*DESCRIPTION OF THE TASK*
Whenever a line in this data holds the word "roads", report that line in full.

*DATA*
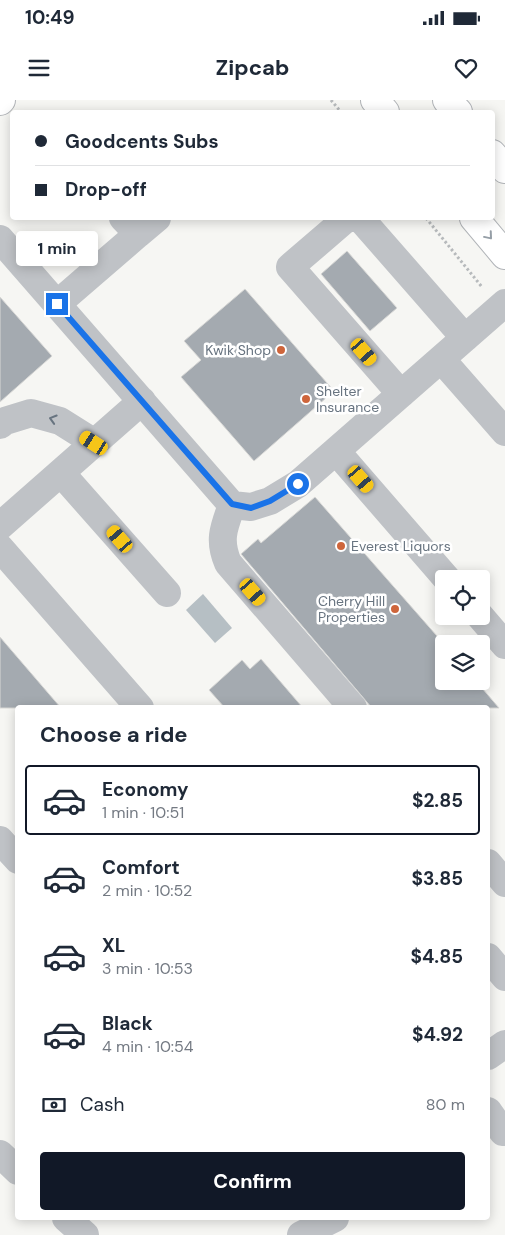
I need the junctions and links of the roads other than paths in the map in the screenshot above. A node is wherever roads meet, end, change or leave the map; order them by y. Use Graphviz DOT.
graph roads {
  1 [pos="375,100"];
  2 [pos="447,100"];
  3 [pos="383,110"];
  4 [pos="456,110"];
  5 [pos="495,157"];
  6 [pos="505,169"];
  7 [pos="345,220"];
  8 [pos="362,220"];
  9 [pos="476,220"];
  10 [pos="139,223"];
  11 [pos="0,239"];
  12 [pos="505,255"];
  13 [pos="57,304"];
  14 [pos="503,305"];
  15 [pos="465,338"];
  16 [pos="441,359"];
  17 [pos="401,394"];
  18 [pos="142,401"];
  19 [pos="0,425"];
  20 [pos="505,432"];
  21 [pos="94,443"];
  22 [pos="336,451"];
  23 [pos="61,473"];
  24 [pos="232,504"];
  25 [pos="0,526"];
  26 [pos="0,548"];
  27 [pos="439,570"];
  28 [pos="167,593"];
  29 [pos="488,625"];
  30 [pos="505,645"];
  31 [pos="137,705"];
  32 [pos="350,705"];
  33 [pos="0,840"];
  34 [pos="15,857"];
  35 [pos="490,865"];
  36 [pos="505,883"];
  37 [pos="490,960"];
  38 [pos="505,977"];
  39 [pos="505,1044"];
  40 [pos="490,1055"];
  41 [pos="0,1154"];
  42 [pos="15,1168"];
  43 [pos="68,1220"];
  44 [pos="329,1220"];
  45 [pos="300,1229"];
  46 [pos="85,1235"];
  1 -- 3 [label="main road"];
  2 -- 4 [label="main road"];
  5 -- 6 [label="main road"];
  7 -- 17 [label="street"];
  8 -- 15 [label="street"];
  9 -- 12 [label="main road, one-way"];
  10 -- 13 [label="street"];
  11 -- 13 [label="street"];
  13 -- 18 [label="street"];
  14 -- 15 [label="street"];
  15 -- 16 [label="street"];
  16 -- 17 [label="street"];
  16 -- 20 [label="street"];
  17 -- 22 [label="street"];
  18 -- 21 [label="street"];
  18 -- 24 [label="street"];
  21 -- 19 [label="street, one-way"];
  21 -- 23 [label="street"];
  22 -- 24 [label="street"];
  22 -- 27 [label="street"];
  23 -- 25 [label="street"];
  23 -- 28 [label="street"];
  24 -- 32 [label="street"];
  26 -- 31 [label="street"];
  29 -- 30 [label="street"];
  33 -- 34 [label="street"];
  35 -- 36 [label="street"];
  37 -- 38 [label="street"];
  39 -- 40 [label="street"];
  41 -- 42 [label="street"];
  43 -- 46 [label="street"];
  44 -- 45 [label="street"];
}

*WRITTEN ANSWER*
I need the junctions and links of the roads other than paths in the map in the screenshot above. A node is wherever roads meet, end, change or leave the map; order them by y. Use Graphviz DOT.
graph roads {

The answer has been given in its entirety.